The scoreboard glowed red: 18-6. Seven minutes into the first quarter, and Team A was getting their teeth kicked in.

Lucifer caught the inbound pass near the baseline, and immediately Number 23 was on him. Not just guarding—hunting. Full-court pressure, chest to chest, hands active, feet never stopping their rapid shuffle. The defensive intensity belonged in a playoff game, not a high school tryout.

Interesting.

Lucifer tested with a between-the-legs dribble, then a hesitation. Number 23 didn't even blink. His eyes stayed locked on Lucifer's midsection, reading hip movement instead of following the ball. Textbook.

A hard crossover. Number 23 slid with him, maintaining position. A jab step. Nothing. The kid was disciplined, patient, waiting for Lucifer to make the first real move.

Fine. Let's see what my teammates can do.

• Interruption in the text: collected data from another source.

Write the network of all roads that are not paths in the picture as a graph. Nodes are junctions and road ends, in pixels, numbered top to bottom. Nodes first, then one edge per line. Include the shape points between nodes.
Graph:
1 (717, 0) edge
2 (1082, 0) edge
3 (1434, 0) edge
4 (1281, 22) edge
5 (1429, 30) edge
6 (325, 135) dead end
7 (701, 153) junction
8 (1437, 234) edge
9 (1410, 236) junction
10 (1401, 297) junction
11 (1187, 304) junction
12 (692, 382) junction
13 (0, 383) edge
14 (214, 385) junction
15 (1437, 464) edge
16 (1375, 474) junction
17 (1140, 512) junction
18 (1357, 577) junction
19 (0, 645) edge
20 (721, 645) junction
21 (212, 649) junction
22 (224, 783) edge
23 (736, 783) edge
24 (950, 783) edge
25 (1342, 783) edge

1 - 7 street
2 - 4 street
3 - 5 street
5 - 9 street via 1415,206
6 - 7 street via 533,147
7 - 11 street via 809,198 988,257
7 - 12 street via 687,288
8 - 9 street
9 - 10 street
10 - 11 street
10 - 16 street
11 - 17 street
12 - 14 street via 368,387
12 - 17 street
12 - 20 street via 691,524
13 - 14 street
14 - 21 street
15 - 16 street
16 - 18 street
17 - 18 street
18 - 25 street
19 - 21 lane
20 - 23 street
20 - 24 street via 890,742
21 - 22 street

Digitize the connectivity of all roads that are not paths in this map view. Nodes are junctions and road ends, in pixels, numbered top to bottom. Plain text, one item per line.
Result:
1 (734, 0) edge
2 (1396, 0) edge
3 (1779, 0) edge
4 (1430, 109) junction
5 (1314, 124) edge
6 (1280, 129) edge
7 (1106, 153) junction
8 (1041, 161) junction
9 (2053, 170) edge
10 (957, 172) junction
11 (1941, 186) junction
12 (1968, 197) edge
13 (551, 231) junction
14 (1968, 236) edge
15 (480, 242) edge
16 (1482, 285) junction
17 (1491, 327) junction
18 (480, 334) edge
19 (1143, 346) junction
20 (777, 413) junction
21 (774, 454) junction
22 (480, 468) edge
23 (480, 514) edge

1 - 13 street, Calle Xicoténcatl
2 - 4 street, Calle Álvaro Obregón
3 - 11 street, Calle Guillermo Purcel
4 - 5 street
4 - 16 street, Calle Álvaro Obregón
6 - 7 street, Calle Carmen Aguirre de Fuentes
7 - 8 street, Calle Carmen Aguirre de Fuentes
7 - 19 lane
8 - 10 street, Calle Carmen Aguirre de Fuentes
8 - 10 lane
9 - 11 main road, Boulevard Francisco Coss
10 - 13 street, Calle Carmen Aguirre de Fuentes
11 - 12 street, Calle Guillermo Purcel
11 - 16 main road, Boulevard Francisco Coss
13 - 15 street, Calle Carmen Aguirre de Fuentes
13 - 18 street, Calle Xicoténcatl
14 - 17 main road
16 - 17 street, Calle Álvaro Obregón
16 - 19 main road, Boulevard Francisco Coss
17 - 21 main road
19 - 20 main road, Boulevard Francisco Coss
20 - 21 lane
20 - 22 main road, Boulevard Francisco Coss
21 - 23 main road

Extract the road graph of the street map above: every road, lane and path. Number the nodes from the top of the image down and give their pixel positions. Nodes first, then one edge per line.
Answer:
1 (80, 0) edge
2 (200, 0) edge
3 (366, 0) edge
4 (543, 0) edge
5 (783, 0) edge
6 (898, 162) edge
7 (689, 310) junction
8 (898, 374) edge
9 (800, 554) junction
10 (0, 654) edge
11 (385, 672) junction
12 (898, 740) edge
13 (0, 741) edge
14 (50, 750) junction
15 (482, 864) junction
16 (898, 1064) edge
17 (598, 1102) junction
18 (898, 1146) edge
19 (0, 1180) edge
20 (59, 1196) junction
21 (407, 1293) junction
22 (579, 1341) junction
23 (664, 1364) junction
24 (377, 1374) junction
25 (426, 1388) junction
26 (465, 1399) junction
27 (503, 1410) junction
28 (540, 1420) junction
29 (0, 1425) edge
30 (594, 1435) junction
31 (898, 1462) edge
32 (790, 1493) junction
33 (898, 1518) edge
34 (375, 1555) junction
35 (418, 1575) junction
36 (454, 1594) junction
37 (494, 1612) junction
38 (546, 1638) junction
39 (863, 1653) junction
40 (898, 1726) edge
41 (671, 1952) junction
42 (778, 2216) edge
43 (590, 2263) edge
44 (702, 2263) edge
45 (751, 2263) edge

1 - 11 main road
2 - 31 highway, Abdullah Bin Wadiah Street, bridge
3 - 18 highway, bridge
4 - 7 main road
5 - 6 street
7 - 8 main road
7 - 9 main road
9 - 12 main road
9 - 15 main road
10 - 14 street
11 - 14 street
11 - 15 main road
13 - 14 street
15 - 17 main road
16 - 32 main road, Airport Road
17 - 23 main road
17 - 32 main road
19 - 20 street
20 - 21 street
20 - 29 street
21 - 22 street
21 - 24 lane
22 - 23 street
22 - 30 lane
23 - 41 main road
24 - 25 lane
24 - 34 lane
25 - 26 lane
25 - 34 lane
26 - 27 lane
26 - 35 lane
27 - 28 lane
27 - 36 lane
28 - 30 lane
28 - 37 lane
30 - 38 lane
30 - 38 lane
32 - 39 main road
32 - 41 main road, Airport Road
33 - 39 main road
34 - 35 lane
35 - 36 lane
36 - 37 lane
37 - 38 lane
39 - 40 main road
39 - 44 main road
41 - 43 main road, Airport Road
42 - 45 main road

Lucifer whipped a pass to Kevin in the corner. Wide open, perfect catch-and-shoot opportunity. Kevin's form disintegrated under pressure—elbow flying out, guide hand rotating, the shot launching flat and hard. It clanged off the back rim.

Team B's center grabbed the board and immediately fired an outlet pass to Number 23, who was already sprinting up court. This had been the pattern for seven minutes: Team B ran everything through their star, Team A ran everything through chaos and prayer.

Lucifer picked up Number 23 at half-court, bodying him toward the sideline. Number 23 passed to his teammate in the corner, then made a hard cut toward the basket. Lucifer stayed glued to his hip, tracking the movement perfectly.

Then he hit a wall.

Not a wall—Team B's center, all 6'4" and 230 pounds of him, setting a screen that belonged in a back alley rather than a basketball court. Shoulder to chest, driving Lucifer backward. The referee either didn't see it or didn't care.

"Seems that Echo post made you seem better than you actually were," the center said, breath hot and sour.

By the time Lucifer recovered, Number 23 had the ball again, laying it in soft off the glass.

20-6.

Number 23 backpedaled on defense, that same controlled confidence radiating from every movement. No smirk, no celebration. Just business.

Lucifer caught the inbound again. His teammates were scattered, out of position, looking lost. Marcus, the center, was already bent over, hands on knees, sucking wind. The twins, Jay and Ray, kept switching assignments and confusing themselves. Kevin looked ready to vomit.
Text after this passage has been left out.